:: What you should do ::
Find the lines of the records in which the word "Sentinal" appears and report how many there are, as a number alone.

:: Extracted data ::
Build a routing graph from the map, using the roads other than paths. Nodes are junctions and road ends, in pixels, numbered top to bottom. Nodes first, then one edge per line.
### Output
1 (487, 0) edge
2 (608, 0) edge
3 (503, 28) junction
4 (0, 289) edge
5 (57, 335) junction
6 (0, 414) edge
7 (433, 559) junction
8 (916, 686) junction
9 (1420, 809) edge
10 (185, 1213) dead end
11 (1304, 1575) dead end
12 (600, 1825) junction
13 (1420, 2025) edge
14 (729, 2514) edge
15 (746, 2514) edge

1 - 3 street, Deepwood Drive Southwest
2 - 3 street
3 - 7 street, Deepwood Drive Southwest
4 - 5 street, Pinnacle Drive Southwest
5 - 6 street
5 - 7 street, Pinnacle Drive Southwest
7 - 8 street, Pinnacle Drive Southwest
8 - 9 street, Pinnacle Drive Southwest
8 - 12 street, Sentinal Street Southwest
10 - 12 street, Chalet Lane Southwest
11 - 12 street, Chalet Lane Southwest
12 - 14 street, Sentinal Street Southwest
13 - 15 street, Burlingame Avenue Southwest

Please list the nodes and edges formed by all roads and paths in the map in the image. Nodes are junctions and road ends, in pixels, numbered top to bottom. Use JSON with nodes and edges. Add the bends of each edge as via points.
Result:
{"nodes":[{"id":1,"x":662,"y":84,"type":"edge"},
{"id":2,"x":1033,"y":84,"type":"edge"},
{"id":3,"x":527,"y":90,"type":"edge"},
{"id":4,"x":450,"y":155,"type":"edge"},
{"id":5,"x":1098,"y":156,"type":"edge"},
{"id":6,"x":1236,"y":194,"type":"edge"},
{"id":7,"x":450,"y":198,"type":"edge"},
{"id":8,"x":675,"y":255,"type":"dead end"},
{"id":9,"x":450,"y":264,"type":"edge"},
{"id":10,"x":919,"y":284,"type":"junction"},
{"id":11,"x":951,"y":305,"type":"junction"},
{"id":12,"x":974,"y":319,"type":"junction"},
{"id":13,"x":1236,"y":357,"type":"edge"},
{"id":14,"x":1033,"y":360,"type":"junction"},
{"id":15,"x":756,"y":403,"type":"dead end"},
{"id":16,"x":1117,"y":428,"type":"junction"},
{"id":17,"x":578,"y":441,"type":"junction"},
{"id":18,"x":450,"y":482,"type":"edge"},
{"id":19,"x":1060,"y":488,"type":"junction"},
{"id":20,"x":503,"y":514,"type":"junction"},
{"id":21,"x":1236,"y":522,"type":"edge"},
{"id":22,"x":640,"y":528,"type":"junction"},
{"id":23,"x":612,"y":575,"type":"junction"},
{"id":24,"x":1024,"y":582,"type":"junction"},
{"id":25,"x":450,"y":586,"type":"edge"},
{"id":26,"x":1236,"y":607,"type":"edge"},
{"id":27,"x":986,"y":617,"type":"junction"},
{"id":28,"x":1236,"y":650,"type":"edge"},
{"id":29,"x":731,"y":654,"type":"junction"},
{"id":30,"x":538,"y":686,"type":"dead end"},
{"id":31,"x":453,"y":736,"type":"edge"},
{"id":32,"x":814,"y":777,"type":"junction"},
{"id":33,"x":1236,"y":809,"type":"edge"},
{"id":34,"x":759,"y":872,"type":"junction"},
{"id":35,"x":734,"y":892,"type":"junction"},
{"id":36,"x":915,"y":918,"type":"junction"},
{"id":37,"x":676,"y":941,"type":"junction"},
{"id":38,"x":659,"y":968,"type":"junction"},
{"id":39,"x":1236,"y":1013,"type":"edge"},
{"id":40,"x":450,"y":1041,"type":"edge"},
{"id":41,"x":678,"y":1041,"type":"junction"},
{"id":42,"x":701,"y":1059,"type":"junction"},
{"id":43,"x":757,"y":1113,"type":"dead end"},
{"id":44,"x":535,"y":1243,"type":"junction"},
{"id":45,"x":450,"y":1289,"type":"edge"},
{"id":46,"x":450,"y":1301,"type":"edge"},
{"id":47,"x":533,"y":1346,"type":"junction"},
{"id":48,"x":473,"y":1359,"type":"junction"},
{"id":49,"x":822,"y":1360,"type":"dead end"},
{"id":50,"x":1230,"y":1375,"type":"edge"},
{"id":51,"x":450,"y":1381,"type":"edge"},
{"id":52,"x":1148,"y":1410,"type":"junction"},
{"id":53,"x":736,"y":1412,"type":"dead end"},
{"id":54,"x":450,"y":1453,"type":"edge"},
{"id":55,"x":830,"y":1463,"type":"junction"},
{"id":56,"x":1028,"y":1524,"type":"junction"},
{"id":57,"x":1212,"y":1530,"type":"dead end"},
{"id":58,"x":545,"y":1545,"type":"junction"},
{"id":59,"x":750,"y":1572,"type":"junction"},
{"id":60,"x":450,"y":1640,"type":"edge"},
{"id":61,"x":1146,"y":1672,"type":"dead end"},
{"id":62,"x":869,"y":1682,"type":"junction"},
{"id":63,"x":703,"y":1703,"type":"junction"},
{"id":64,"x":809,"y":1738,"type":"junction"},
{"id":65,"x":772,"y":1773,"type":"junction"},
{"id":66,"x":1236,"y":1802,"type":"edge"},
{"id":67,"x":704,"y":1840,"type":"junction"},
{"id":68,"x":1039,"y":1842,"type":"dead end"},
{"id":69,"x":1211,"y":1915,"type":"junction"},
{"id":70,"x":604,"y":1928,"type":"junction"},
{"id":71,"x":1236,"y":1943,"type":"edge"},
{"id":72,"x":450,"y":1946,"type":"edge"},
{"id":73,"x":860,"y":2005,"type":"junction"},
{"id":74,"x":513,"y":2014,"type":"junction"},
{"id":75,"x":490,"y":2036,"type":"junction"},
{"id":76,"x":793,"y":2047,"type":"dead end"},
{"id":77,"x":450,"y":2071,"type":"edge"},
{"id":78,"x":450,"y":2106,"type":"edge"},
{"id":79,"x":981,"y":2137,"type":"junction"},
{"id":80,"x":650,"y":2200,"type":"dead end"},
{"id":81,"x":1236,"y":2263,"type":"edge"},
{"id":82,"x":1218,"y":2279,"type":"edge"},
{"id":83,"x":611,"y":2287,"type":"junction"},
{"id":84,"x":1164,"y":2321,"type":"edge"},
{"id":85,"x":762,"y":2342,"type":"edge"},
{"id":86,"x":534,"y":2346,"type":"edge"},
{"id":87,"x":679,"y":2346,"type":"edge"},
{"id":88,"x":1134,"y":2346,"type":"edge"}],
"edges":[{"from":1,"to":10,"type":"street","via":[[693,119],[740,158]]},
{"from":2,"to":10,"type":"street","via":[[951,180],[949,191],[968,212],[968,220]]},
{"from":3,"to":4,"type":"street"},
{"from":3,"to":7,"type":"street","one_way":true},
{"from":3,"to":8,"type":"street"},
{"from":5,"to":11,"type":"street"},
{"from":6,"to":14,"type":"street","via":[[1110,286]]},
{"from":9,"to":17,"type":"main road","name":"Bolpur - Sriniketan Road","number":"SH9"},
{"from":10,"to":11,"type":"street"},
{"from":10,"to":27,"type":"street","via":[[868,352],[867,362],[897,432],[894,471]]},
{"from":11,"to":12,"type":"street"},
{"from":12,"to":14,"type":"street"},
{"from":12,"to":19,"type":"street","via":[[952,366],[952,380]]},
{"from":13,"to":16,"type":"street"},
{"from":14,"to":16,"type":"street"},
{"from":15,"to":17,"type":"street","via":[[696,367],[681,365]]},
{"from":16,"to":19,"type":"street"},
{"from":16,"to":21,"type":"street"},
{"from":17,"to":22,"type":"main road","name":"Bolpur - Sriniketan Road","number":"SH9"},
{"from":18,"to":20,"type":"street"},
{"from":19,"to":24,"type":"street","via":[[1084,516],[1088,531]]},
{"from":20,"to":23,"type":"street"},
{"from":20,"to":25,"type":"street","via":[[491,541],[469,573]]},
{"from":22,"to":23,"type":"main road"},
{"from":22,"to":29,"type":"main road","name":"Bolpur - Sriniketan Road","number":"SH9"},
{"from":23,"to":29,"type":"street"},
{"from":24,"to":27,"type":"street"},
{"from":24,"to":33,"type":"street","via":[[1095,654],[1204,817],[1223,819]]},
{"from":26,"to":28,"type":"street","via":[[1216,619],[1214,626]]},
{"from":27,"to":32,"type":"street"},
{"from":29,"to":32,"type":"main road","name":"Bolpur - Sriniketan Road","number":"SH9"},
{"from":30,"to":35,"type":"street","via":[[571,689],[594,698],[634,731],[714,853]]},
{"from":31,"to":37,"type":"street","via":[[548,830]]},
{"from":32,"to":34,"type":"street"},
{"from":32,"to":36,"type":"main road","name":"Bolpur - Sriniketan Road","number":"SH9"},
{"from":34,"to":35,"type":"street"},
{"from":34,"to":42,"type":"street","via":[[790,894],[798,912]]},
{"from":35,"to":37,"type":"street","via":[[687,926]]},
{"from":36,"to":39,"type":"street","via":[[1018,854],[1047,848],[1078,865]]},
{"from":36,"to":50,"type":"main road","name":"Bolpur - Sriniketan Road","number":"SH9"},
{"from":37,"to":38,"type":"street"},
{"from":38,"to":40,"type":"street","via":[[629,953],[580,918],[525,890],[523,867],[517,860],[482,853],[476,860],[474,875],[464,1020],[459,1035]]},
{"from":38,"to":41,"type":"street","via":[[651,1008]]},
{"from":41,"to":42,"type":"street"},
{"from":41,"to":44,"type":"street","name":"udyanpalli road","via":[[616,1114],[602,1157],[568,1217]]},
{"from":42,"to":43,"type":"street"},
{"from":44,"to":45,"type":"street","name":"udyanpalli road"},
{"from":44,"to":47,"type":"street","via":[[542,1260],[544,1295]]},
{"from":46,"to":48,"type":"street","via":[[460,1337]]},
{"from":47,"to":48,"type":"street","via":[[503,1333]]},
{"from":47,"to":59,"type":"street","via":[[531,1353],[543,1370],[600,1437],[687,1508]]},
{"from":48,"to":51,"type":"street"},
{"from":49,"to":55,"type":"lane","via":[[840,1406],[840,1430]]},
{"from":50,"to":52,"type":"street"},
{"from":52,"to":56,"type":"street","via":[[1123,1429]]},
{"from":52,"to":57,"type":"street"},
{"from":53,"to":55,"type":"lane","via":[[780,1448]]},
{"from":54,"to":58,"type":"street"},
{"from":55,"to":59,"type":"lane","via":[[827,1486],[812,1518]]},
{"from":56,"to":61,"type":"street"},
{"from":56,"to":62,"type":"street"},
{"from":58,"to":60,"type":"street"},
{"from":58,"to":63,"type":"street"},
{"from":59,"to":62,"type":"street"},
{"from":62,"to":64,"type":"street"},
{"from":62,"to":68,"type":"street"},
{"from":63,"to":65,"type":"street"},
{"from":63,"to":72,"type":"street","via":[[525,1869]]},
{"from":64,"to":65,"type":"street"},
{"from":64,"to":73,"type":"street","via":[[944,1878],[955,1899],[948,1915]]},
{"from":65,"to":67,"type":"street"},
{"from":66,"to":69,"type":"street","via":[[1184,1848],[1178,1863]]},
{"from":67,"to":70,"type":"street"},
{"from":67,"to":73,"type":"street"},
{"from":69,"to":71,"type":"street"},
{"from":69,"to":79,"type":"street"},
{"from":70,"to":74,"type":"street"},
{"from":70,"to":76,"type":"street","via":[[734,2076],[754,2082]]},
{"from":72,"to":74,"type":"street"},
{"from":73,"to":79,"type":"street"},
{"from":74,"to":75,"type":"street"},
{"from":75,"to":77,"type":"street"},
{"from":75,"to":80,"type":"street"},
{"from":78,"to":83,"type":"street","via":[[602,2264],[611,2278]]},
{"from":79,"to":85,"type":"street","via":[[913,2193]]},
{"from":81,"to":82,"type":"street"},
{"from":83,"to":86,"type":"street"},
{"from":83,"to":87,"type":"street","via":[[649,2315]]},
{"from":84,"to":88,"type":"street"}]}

:: Solution for this task ::
2